We previously estimated the returns that current and future retirees can expect from Social Security taxes they have paid.16 For new entrants to the labor force, we estimated that the rate of return Social Security delivers for the typical single male worker will be 1.64 percent. The report of the 1994-1996 Advisory Council on Social Security estimates that the rate for the average single male will be 1.57 percent and for an average two-earner couple 2.15 percent.
Table X identifies the percent of returns from the personal retirement account annuities that exceed returns of 2 percent and 2.5 percent.
- The return from a 100 percent stock portfolio always exceeds 2 percent, and exceeds 2.5 percent return about 98 percent of the time.
- The return from a portfolio with at least 60 percent stock holdings exceeds 2 percent about 98 percent of the time, and exceeds 2.5 percent nearly 93 percent of the time.
"As long as Social Security offers a guaranteed benefit, taxpayers already act as the guarantors."

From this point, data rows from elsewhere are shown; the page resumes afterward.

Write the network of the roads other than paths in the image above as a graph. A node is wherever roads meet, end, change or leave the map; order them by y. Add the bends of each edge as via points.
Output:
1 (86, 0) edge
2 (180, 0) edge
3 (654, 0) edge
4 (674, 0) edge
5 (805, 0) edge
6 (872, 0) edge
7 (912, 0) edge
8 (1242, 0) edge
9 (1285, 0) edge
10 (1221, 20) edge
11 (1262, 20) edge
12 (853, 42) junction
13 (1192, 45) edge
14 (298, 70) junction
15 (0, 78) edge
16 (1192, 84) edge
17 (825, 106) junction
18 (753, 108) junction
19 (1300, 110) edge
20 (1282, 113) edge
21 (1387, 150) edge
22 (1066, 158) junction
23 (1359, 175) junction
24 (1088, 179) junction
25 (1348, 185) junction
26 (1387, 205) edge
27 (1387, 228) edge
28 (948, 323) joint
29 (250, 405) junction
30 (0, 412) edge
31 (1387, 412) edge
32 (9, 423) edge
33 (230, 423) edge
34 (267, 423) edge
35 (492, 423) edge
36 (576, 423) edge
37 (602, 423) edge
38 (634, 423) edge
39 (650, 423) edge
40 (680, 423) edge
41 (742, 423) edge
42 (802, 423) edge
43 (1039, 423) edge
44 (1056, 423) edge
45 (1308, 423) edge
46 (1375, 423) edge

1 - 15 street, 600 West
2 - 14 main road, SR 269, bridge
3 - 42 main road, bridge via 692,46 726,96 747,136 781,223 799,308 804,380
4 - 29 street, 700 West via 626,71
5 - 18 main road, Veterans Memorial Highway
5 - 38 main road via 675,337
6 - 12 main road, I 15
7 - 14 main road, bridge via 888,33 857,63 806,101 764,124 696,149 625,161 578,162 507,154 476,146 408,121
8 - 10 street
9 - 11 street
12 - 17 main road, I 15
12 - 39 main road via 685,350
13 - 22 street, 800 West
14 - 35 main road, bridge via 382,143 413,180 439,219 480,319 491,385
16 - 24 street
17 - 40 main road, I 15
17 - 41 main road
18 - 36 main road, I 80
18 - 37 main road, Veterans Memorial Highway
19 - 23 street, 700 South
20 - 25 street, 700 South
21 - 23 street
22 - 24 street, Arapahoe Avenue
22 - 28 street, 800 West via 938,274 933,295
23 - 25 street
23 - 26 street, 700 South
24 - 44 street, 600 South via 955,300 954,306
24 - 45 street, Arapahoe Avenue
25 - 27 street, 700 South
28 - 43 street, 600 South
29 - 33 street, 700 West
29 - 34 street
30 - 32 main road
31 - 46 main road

Of course, during the start-up phase of a transition to partially prepaid Social Security, older workers will participate for a few years and then retire. As was indicated in Table II, the shorter investment horizons may produce returns less than the Social Security return. If this occurs, assuming a policy decision to continue to insure stable Social Security benefits, taxpayers would have to make up the difference between the realized rate of return and the Social Security rate of return. Note, however, that as long as Social Security offers a guaranteed benefit, taxpayers already act as the guarantors.